The process can be started using `./lotus-bench import` with `--car` flag set to the location of
CAR chain export. `--start-epoch` and `--end-epoch` can be used to to limit the range of epochs to run
the benchmark. Note that state tree of `start-epoch` needs to be in the CAR file or has to be previously computed
to work.
The output will be a `bench.json` file containing information about every syscall invoked
and the time taken by these invocations. This file can grow to be quite big in size so make sure you have
spare space.
After the bench run is complete the `bench.json` file can be analyzed with `./lotus-bench import analyze bench.json`.
It will compute means, standard deviations and co-variances (when applicable) of syscall runtimes.
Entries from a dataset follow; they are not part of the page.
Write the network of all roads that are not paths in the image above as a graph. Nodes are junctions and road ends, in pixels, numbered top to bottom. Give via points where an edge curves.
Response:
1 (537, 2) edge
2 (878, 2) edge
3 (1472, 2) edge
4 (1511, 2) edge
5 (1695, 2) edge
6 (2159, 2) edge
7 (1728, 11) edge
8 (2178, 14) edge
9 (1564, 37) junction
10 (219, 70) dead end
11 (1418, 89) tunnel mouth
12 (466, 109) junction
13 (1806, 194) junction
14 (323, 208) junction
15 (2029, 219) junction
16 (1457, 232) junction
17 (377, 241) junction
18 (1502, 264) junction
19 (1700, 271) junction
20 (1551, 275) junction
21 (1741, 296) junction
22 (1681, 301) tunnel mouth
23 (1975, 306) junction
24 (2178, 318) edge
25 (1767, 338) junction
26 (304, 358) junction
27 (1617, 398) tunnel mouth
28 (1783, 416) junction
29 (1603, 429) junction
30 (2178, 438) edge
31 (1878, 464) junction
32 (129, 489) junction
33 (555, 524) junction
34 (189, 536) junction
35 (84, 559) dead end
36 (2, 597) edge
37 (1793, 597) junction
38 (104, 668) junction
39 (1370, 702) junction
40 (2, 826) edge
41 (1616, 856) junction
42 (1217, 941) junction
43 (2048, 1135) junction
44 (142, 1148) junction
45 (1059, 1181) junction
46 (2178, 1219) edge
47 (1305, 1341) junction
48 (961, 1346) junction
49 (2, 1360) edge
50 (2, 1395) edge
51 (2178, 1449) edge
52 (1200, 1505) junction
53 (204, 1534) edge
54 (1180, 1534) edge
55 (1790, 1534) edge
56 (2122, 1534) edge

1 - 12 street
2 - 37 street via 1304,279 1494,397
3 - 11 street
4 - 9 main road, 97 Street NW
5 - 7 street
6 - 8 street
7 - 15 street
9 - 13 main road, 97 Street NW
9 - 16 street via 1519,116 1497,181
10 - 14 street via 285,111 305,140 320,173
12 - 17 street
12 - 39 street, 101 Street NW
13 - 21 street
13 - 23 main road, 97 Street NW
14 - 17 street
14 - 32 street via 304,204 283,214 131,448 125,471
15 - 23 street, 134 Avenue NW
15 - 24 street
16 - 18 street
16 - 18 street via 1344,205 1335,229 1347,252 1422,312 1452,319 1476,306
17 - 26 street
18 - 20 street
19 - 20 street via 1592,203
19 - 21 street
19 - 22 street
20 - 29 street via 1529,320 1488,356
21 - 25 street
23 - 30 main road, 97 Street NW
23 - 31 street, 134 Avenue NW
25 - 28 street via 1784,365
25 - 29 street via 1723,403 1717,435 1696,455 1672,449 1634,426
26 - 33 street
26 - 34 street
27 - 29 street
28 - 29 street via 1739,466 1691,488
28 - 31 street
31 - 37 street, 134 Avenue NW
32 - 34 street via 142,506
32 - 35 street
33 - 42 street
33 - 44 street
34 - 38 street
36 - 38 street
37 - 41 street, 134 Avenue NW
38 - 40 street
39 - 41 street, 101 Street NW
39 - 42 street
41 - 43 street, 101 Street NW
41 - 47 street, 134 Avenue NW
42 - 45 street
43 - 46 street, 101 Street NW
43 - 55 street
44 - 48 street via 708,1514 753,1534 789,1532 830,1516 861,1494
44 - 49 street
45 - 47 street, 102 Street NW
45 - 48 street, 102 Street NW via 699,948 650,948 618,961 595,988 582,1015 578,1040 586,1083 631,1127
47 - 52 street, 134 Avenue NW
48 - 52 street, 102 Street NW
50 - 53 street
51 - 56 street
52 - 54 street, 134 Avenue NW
The output is in nanoseconds, so the gas values for syscalls should be 10x that. In cases where co-variance of
execution time to some parameter is evaluated, the strength of the correlation should be taken into account.
#### Special cases
OnImplPut compute gas is based on the flush time to disk of objects created,
during block execution (when gas traces are formed) objects are only written to memory. Use `vm/flush_copy_ms` and `vm/flush_copy_count` to estimate OnIpldPut compute cost.
### Targeted gas balancing
In some cases complete gas balancing is infeasible, either new syscall gets introduced or
complete balancing is too time consuming.
In these cases the recommended way to estimate gas for given syscall is to perform an `in-vivo` benchmark.
In the past `in-vitro` as in standalone benchmarks were found to be highly inaccurate when compared to results
of real execution.
A in-vivo benchmark can be performed by running an example of such syscall during block execution.
The best place to hook-in such benchmark is message execution loop in
`chain/stmgr/stmgr.go` in `ApplyBlocks()`. Depending of time required to complete the syscall it might be
advisable to run the execution only once every few messages.